Projects

Digital Games as Analogical Sources for Science Learning
2013 to 2017

This NSF-funded project will generate critical new knowledge about how specific features of digital gameplay and subsequent instruction for middle-grades science learning can support consolidation and transfer of conceptual understanding beyond the gameworld. The study will explore questions about representation in the gameworld by investigating whether and how middle-grade students’ play in mimetic (visually imitative of the target concepts) and non-mimetic gameworlds makes distinctive contributions to students’ understanding of difficult science concepts. The study also will explore questions about making intuitive experiences in the gameworld accessible for consolidation and application by investigating the role of explicit analogical mapping during instruction as a method for supporting sense-making and consolidation of emergent conceptual models of the target science concepts. We will investigate the interrelationship of these features of gameplay as a step in the science-learning process.

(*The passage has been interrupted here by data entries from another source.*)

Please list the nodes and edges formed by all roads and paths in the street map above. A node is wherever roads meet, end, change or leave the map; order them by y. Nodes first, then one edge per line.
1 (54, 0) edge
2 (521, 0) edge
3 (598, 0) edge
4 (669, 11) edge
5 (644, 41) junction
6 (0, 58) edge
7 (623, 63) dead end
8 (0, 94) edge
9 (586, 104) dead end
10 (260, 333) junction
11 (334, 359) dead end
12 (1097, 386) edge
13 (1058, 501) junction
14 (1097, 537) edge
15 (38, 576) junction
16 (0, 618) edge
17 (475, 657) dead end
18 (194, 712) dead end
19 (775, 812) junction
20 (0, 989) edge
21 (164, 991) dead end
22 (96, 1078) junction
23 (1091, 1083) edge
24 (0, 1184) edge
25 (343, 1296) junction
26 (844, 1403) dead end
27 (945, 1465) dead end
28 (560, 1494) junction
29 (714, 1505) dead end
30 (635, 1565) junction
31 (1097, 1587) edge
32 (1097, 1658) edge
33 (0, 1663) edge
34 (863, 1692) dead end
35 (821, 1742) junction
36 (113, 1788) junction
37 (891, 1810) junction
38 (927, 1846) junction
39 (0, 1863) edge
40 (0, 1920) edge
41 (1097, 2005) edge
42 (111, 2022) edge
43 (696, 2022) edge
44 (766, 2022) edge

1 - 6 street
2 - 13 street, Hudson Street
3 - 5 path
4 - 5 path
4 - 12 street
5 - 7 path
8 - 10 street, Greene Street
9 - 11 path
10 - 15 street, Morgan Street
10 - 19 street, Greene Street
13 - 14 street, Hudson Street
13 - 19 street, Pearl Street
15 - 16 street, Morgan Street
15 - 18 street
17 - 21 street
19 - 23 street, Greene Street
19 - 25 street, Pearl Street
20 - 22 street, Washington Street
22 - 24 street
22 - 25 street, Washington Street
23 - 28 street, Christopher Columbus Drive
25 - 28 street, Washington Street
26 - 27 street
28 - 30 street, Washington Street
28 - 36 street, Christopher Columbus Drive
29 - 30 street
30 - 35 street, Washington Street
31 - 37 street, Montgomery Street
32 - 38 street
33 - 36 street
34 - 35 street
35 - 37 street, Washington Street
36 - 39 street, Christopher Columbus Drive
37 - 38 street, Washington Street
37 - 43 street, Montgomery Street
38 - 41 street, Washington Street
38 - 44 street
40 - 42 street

The study will analyze play experiences and learning outcomes for middle-grade students who play a series of three mimetic or non-mimetic digital games that address foundational science concepts—energy transfer and conservation of energy—by providing game experiences in three topic areas, all of which address these concepts—photosynthesis, electricity, and heat transfer. In a lab-based study, we will compare student engagement and persistence with the mimetic and the non-mimetic games and student approaches to constructing their own models of how the games relate to the target concepts. In a larger, classroom-based study, students will play these games in the course of a six-week intervention that will involve teacher training, gameplay, and the integration of specific, targeted instructional practices into normal instruction.